Le nom que s’est donnée l’association a été choisi parce que ses fondatrices, féministes des années 1970, souhaitaient s’inscrire dans la démocratisation de la transmission et de la constitution des connaissances, portée par les progressistes et les mouvements sociaux de l’époque. Plus fondamentalement, il s’agissait aussi – à l’instar des féministes anglo-saxonnes – d’ouvrir un lieu de critique d’un savoir construit dans le cadre d’une domination patriarcale : « Notre projet d’Université des femmes s’est attelé à la déconstruction d’un savoir dominant qui est à la fois bourgeois et patriarcal et continue à fournir une légitimité à d’injustifiables rapports sociaux de classe et de sexe »[18]. Souvent jugée présomptueuse voire prétentieuse, l’Université des femmes a questionné à plusieurs reprises la pertinence de sa dénomination et choisi de la maintenir.
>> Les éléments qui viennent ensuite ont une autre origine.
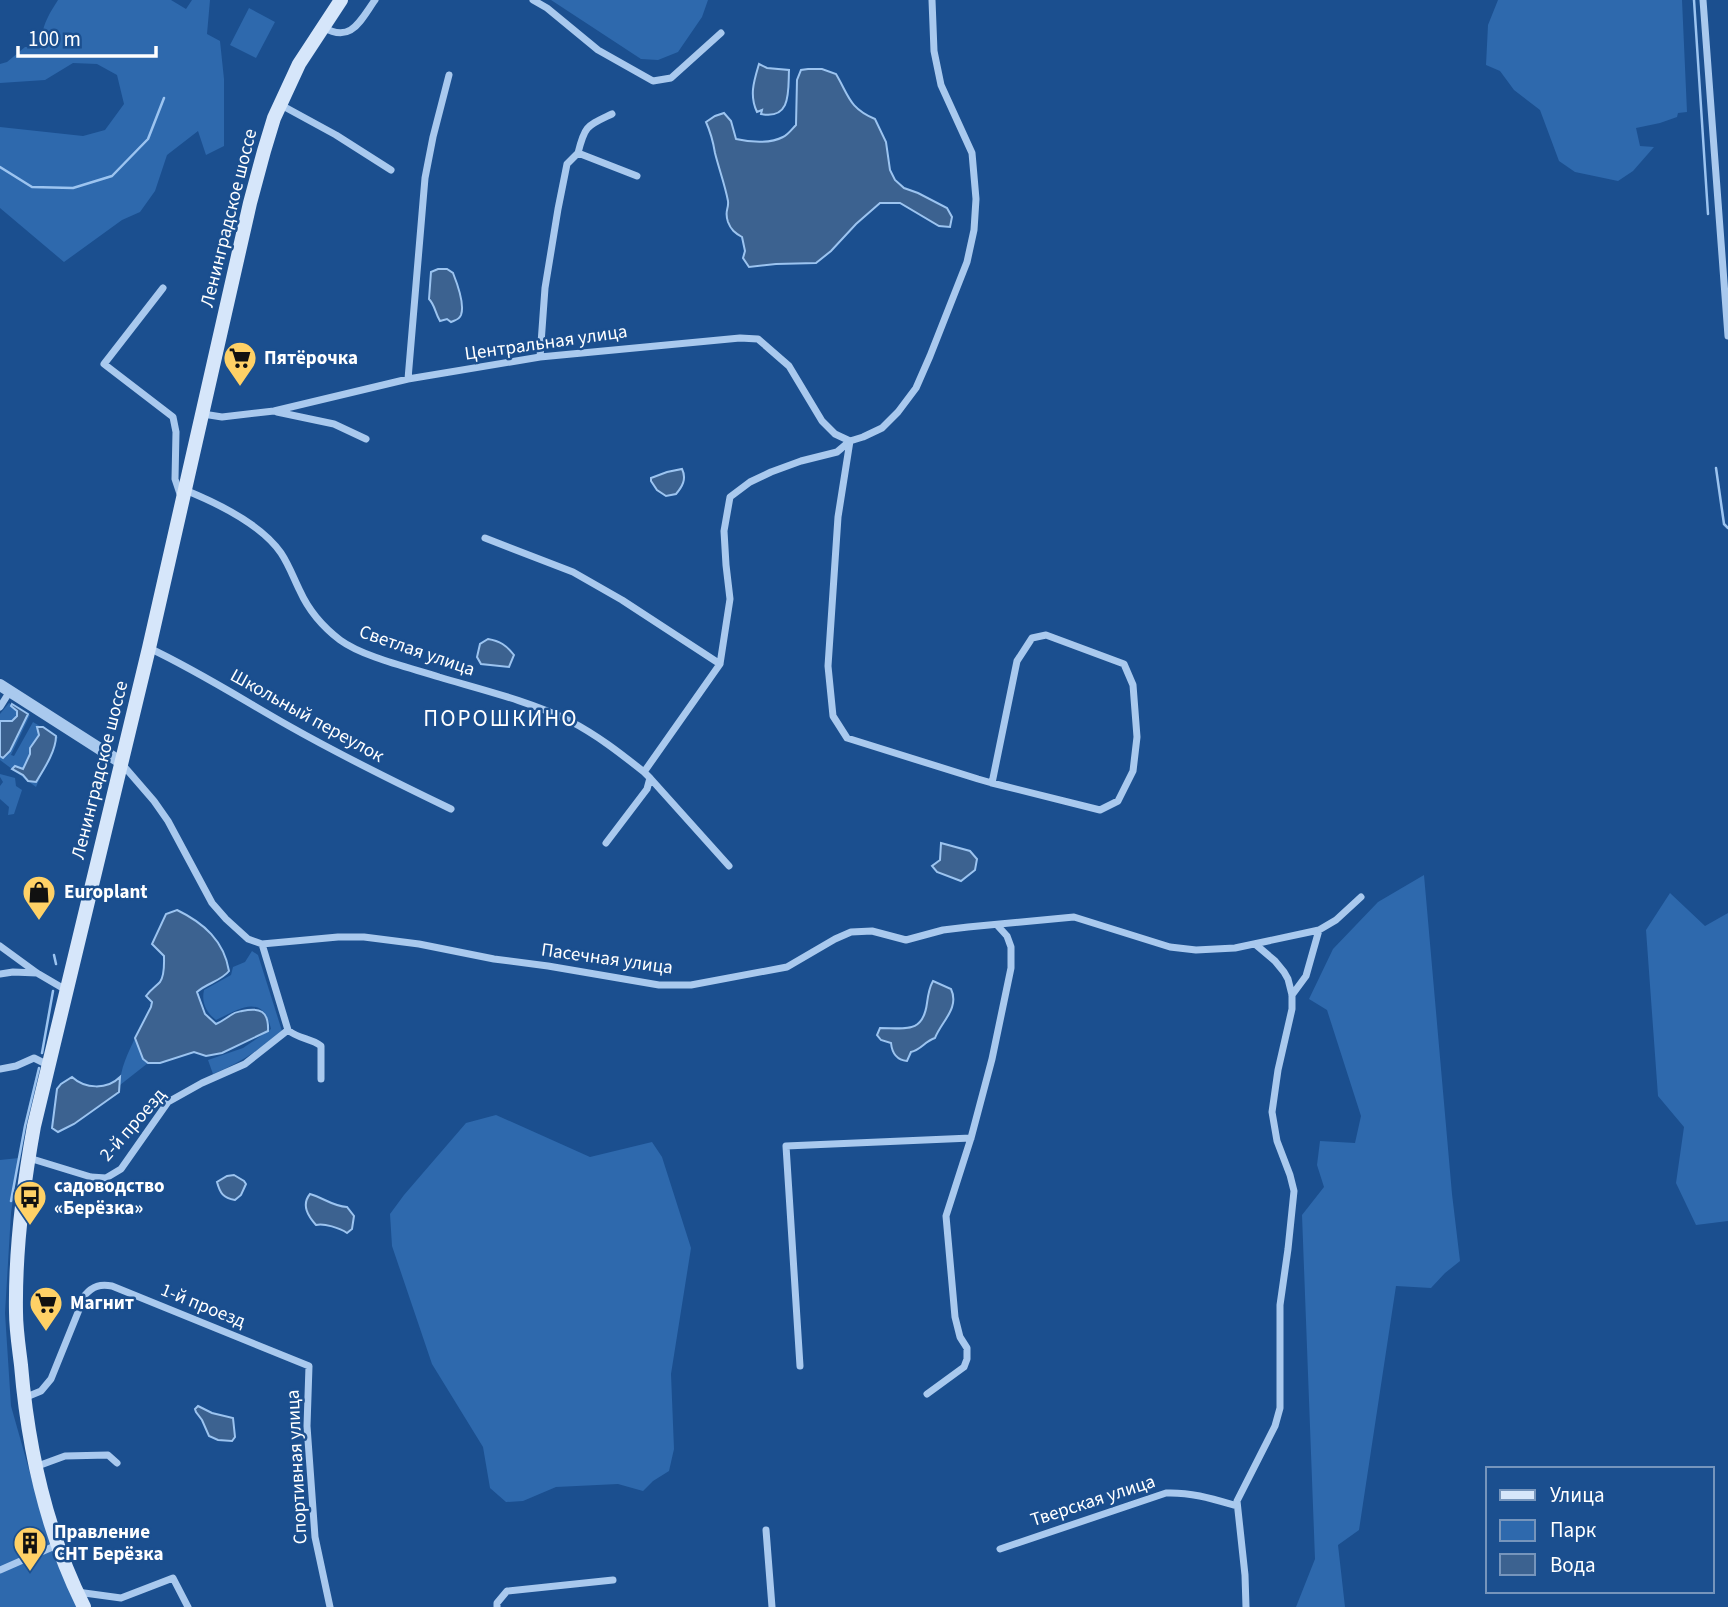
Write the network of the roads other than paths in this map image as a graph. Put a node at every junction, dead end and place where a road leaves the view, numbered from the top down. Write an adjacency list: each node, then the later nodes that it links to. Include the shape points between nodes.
1 (341, 0): 6 (main road, Ленинградское шоссе)
2 (375, 0): 6 (street, via 349,31 332,33)
3 (533, 0): 7 (street, via 598,50 653,81 670,78)
4 (932, 0): 21 (street, via 941,85 972,153 974,230 967,262 916,388 882,428)
5 (1703, 0): 15 (street)
6 (322, 27): 9 (main road, Ленинградское шоссе)
7 (721, 33)
8 (449, 75): 17 (street, via 425,178)
9 (280, 105): 12 (street); 19 (main road, Ленинградское шоссе, via 250,203)
10 (612, 114): 11 (street, via 583,131)
11 (578, 153): 13 (street); 16 (street, via 567,163 558,209)
12 (391, 170)
13 (637, 176)
14 (163, 288): 22 (street, via 104,364 173,417 175,479)
15 (1728, 336)
16 (540, 357): 17 (street, Центральная улица); 21 (street, Центральная улица, via 758,338 789,366 822,421 835,435)
17 (408, 379): 18 (street, Центральная улица)
18 (274, 411): 19 (street, Центральная улица, via 222,417); 20 (street, via 334,424)
19 (203, 414): 22 (main road, Ленинградское шоссе)
20 (366, 439)
21 (850, 441): 25 (street, via 837,452 771,472 730,497 724,531 730,599); 30 (street, via 838,517 828,666 833,716 847,738)
22 (184, 495): 24 (main road, Ленинградское шоссе); 29 (street, Светлая улица, via 204,497 269,539 313,615 349,646 569,721 612,746)
23 (485, 538): 25 (street, via 573,572)
24 (149, 648): 28 (main road, Ленинградское шоссе); 31 (street, Школьный переулок)
25 (720, 664): 29 (street)
26 (5, 688): 27 (street); 28 (street)
27 (0, 707)
28 (122, 763): 37 (street, via 168,821 212,903 248,939); 42 (main road, Ленинградское шоссе)
29 (647, 775): 32 (street, via 647,789); 33 (street, Светлая улица)
30 (992, 783): 30 (street, via 1017,661 1032,638 1046,635 1124,664 1133,685 1137,737 1133,771 1118,801 1100,810)
31 (451, 808)
32 (606, 843)
33 (729, 866)
34 (1361, 897): 36 (street, Пасечная улица)
35 (997, 925): 37 (street, Пасечная улица, via 943,930 906,940 872,931 851,932 788,967 676,986 364,937); 38 (street, Пасечная улица, via 1074,917 1170,947 1196,950); 48 (street, via 1011,947 1011,968)
36 (1319, 930): 38 (street, Пасечная улица); 43 (street, via 1306,975)
37 (262, 944): 44 (street)
38 (1255, 944): 43 (street, via 1284,972)
39 (0, 946): 40 (street)
40 (37, 973): 41 (street); 42 (street)
41 (0, 974)
42 (67, 990): 45 (main road, Ленинградское шоссе)
43 (1292, 995): 56 (street, via 1272,1112 1294,1191 1280,1305 1280,1408)
44 (288, 1030): 47 (street, via 321,1046); 49 (street, 2-й проезд, via 245,1063 169,1102 121,1168 106,1178)
45 (50, 1065): 46 (street, via 34,1058); 49 (main road, Ленинградское шоссе)
46 (0, 1069)
47 (321, 1079)
48 (971, 1138): 51 (street, via 786,1146); 52 (street, via 946,1216 955,1317 967,1359 964,1367)
49 (28, 1158): 53 (main road, Ленинградское шоссе, via 16,1313)
50 (309, 1366): 53 (street, 1-й проезд, via 102,1284 85,1295 51,1379 41,1391); 65 (street, Спортивная улица, via 307,1426 315,1537)
51 (800, 1366)
52 (927, 1394)
53 (24, 1398): 55 (main road, Ленинградское шоссе)
54 (117, 1463): 55 (street, via 108,1455 90,1454 65,1456)
55 (36, 1467): 58 (main road, Ленинградское шоссе)
56 (1237, 1506): 59 (street, Тверская улица, via 1183,1492 1166,1493); 68 (street)
57 (766, 1530): 67 (street)
58 (57, 1545): 60 (street); 62 (main road, Ленинградское шоссе)
59 (1000, 1549)
60 (0, 1570)
61 (613, 1580): 66 (street, via 508,1591)
62 (76, 1592): 63 (main road, Ленинградское шоссе); 64 (street, via 121,1598 173,1578)
63 (84, 1607)
64 (188, 1607)
65 (330, 1607)
66 (497, 1607)
67 (772, 1607)
68 (1246, 1607)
L’abandonner serait un peu oublier son histoire. D’autre part, les études régulièrement renouvelées sur la présence, le rôle et l’importance des femmes dans le monde académique indiquent que, si l’égalité entre femmes et hommes est pratiquement acquise dans la loi, elle reste encore largement à construire sur le terrain. L’association continue donc à permettre aux femmes de défricher ensemble, avec leurs outils, leurs vécus et leurs perceptions, les facettes multiples d’une société qui peine toujours à les reconnaître comme des êtres humains et des citoyennes à part entière. Son public – très souvent mixte – se rajeunit et se renouvelle, attiré par des thèmes plus actuels. En même temps, ses éditions et sa bibliothèque, le travail de ses historiennes et de ses formatrices, l’apport de ses groupes de discussion, lui permettent de construire et de développer une base de savoirs et d’expériences féministes qui reste précieuse et incontournable tant que l’enseignement, y compris les universités, les médias, les familles, ne l’intègreront pas formellement et systématiquement dans la transmission aux jeunes générations.
Notes
[18] Peemans-Poullet H., « Trente ans déjà ! Une Université pour toutes les femmes… », Chronique féministe, n°111, 30 ans de féminisme. En route vers l’avenir, Bruxelles, Université des femmes, janvier/juin 2013.